DATA TO USE Start Marker
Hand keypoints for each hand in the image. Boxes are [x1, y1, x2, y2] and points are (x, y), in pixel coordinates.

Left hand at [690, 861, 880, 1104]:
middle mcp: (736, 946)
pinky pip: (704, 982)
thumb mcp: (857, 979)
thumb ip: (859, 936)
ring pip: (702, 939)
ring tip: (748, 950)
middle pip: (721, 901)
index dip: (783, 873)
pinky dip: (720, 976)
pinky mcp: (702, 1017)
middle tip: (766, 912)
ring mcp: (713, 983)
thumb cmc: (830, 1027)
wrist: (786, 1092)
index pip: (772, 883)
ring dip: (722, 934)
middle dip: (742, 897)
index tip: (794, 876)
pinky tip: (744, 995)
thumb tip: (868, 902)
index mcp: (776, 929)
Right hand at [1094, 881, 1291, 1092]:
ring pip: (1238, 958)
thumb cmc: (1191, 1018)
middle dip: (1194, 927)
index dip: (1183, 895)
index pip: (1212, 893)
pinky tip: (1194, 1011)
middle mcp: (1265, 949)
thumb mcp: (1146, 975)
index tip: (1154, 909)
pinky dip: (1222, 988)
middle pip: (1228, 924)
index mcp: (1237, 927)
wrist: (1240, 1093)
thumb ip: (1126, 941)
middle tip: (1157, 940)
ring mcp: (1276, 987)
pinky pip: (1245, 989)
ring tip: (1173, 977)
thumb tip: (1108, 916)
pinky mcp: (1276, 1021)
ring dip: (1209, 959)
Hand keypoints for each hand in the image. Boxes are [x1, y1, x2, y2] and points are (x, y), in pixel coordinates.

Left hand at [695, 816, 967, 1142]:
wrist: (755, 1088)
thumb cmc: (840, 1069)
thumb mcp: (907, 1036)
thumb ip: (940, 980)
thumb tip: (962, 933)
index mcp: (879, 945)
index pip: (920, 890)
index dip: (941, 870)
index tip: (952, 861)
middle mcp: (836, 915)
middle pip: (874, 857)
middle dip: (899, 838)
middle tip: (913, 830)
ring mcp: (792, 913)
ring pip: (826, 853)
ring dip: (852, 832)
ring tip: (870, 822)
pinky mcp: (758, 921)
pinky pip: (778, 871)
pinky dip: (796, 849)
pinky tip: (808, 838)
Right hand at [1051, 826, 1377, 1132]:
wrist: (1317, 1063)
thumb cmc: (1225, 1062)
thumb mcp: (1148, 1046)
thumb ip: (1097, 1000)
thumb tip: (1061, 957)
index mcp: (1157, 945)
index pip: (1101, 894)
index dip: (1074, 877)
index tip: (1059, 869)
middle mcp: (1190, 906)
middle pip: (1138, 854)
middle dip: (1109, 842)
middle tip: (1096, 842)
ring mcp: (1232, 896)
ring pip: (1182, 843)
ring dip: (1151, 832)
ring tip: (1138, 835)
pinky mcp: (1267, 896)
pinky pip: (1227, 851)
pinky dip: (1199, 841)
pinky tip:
DATA TO USE End Marker
Nothing in the records above may be left out; repeat them exactly.

EXERCISE SOLUTION
Hand keypoints for each hand in the image. Boxes are [x1, y1, x2, y2] and points are (x, y), in pixel coordinates.

Left hand at [690, 861, 880, 1104]:
middle mcp: (736, 946)
pinky pip: (704, 982)
thumb mcp: (857, 979)
thumb ip: (859, 936)
ring pip: (702, 939)
ring tip: (748, 950)
middle pip: (721, 901)
index dip: (783, 873)
pinky dip: (720, 976)
pinky mcp: (702, 1017)
middle tip: (766, 912)
ring mcp: (713, 983)
thumb cmc: (830, 1027)
wrist: (786, 1092)
index pip: (772, 883)
ring dip: (722, 934)
middle dip: (742, 897)
index tip: (794, 876)
pinky tip: (744, 995)
thumb tip: (868, 902)
index mcp: (776, 929)
Right hand at [1094, 881, 1291, 1092]:
ring pip: (1238, 958)
thumb cmc: (1191, 1018)
middle dip: (1194, 927)
index dip: (1183, 895)
index pip: (1212, 893)
pinky tip: (1194, 1011)
middle mcp: (1265, 949)
thumb mcp: (1146, 975)
index tip: (1154, 909)
pinky dip: (1222, 988)
middle pip: (1228, 924)
index mcp: (1237, 927)
wrist: (1240, 1093)
thumb ip: (1126, 941)
middle tip: (1157, 940)
ring mcp: (1276, 987)
pinky pip: (1245, 989)
ring tip: (1173, 977)
thumb tip: (1108, 916)
pinky mcp: (1276, 1021)
ring dip: (1209, 959)
Hand keypoints for each hand in the image. Boxes are [x1, y1, x2, y2] and points are (x, y), in pixel coordinates.

Left hand at [695, 816, 967, 1142]:
wrist: (755, 1088)
thumb cmc: (840, 1069)
thumb mcp: (907, 1036)
thumb ip: (940, 980)
thumb tip: (962, 933)
index mcp: (879, 945)
index pip: (920, 890)
index dip: (941, 870)
index tip: (952, 861)
middle mcp: (836, 915)
middle pip: (874, 857)
middle dip: (899, 838)
middle tip: (913, 830)
ring mcp: (792, 913)
ring pip: (826, 853)
ring dip: (852, 832)
ring tip: (870, 822)
pinky mcp: (758, 921)
pinky pip: (778, 871)
pinky dip: (796, 849)
pinky tip: (808, 838)
Right hand at [1051, 826, 1377, 1132]:
wrist: (1317, 1063)
thumb cmc: (1225, 1062)
thumb mcp: (1148, 1046)
thumb ip: (1097, 1000)
thumb tip: (1061, 957)
index mcp: (1157, 945)
index pip: (1101, 894)
index dip: (1074, 877)
index tip: (1059, 869)
middle mcp: (1190, 906)
middle pip: (1138, 854)
middle dip: (1109, 842)
middle tip: (1096, 842)
ring mcp: (1232, 896)
ring pip: (1182, 843)
ring dip: (1151, 832)
ring tip: (1138, 835)
pinky mcp: (1267, 896)
pinky pip: (1227, 851)
pinky dip: (1199, 841)
pinky tip:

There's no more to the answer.